Originally Posted by prairie_goat
I'm not a fan of the 3" high way of things, either. If I run into a coyote while deer hunting the midrange trajectory might just put one over it's back. There's a fine line of where to zero, which of course depends on BC, velocity, and all that jazz.

Having an inch or two to work with at 100 is the sweet spot, for me. In most reasonably flat shooting rounds it will give 300 yards of no thought, no LRF needed, pull the trigger to dead animal goodness.


Back in the good old days when I owned one rifle and shot one load, I could do pretty darn well with a duplex reticle in a Weaver V7.

I shot an '06 with a 165 gr ballistic tip over 60 gr of H4831. And I shot it at everything, especially bunches of ground squirrels all summer.

The zero was 300 and there was a drop chart on the stock.

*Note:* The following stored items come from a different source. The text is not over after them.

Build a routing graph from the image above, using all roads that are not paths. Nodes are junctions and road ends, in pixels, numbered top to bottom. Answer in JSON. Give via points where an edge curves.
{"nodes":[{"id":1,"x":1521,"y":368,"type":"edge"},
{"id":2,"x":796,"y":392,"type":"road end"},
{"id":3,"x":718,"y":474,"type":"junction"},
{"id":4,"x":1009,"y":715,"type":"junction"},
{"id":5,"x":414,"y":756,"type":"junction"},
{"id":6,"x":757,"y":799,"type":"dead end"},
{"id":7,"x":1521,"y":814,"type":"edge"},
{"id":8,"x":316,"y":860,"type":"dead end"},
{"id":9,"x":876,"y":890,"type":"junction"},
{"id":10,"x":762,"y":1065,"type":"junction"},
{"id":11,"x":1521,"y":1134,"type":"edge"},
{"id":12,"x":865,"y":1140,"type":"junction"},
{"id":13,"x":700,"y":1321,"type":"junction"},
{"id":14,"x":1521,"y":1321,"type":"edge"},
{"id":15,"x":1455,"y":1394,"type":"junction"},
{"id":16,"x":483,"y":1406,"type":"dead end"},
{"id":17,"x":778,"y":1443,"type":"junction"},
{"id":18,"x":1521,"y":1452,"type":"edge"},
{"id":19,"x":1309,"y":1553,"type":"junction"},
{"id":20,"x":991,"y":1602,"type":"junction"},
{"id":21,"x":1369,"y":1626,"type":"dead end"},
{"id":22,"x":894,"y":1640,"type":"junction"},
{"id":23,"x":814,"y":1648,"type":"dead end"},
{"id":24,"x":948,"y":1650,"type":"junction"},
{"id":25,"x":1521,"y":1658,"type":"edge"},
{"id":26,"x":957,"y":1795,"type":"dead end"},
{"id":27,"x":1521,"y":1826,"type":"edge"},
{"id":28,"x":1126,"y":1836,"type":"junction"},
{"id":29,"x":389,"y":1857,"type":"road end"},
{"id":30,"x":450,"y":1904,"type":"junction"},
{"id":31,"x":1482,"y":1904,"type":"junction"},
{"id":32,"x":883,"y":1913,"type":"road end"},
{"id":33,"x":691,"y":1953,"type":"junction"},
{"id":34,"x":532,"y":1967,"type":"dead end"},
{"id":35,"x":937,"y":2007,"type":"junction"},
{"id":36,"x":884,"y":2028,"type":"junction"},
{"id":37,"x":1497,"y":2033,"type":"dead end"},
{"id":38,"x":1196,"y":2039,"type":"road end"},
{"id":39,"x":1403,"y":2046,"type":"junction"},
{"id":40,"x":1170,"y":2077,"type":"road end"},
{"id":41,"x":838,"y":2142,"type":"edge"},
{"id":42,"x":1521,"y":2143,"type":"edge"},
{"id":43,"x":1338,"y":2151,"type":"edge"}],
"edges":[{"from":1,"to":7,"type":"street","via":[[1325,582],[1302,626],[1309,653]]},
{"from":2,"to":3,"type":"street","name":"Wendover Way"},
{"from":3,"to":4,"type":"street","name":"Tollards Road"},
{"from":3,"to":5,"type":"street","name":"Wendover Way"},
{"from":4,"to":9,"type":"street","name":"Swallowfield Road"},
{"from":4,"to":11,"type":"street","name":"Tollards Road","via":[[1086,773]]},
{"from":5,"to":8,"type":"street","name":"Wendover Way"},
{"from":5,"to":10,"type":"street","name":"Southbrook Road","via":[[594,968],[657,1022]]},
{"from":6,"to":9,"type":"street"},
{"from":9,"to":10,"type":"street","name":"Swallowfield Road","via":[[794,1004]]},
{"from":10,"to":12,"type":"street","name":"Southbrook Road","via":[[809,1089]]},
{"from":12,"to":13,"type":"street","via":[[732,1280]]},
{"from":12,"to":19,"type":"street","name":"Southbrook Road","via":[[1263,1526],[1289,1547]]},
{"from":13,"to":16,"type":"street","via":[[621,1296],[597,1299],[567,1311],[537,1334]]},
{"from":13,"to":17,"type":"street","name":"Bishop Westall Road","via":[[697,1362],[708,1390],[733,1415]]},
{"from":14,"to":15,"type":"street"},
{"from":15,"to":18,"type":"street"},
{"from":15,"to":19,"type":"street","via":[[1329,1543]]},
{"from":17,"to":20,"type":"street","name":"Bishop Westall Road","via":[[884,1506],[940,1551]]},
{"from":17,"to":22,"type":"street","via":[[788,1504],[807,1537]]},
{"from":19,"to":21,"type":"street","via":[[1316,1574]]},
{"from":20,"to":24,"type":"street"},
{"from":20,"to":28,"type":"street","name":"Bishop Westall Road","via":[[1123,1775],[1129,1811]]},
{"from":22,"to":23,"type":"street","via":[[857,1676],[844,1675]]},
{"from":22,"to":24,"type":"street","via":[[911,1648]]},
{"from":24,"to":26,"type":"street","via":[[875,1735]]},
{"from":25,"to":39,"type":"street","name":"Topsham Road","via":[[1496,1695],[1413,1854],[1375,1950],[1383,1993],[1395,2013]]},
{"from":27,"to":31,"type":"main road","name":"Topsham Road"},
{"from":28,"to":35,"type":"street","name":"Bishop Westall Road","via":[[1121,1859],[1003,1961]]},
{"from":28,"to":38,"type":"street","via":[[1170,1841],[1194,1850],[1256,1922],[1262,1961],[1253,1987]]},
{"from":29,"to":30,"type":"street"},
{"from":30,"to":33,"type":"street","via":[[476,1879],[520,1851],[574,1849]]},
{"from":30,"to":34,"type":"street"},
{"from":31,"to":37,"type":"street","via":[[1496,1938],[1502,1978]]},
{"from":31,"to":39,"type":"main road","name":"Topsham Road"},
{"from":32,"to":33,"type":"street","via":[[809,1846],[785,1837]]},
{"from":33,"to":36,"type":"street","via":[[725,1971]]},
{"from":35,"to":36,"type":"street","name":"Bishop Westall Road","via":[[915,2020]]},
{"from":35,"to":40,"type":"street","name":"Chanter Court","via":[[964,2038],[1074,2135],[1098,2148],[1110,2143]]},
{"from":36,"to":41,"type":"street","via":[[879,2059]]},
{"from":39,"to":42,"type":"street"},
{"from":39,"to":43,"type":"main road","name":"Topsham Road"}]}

It just ain't that tough to hold five or six inches under a ground squirrel to connect at midrange trajectory.

I can not count how many grouse I killed by putting the cross hair right where the neck meets the shoulder. It would cut the head off cleaner than a whistle.

Once I got out past 400, I used the taper of the bottom post. Today I do not remember exactly what the subtension of the fine wire was. But by using the point of the bottom cross wire with hold over/under I could reliably kill rocks out a bit past 600 yds.

We had no rangefinders. When shooting for fun, that is how we honed our range estimation skills. We would guess a range to a rock, and then shoot it. High or low......told us how far off our estimate was.

BDC reticles are nice toys. But we killed a lot of game before they came into existence. And turrets simply have not been reliable enough to trust for very long.

I am pretty sure our sniper units made it through 'Nam with neither.

I had one of the first Redfield Accutrac scopes to hit the market and also a Bushnell BDC back about 1980. Neither would track well enough for reliable use on a varmint rifle. And I demand more from a game rifle than I do a varmint rifle, because the shot matters more.

So I learned to do all I need to with a duplex. It will still do the job if a guy is dedicated enough to learn it.


People who choose to brew up their own storms bitch loudest about the rain.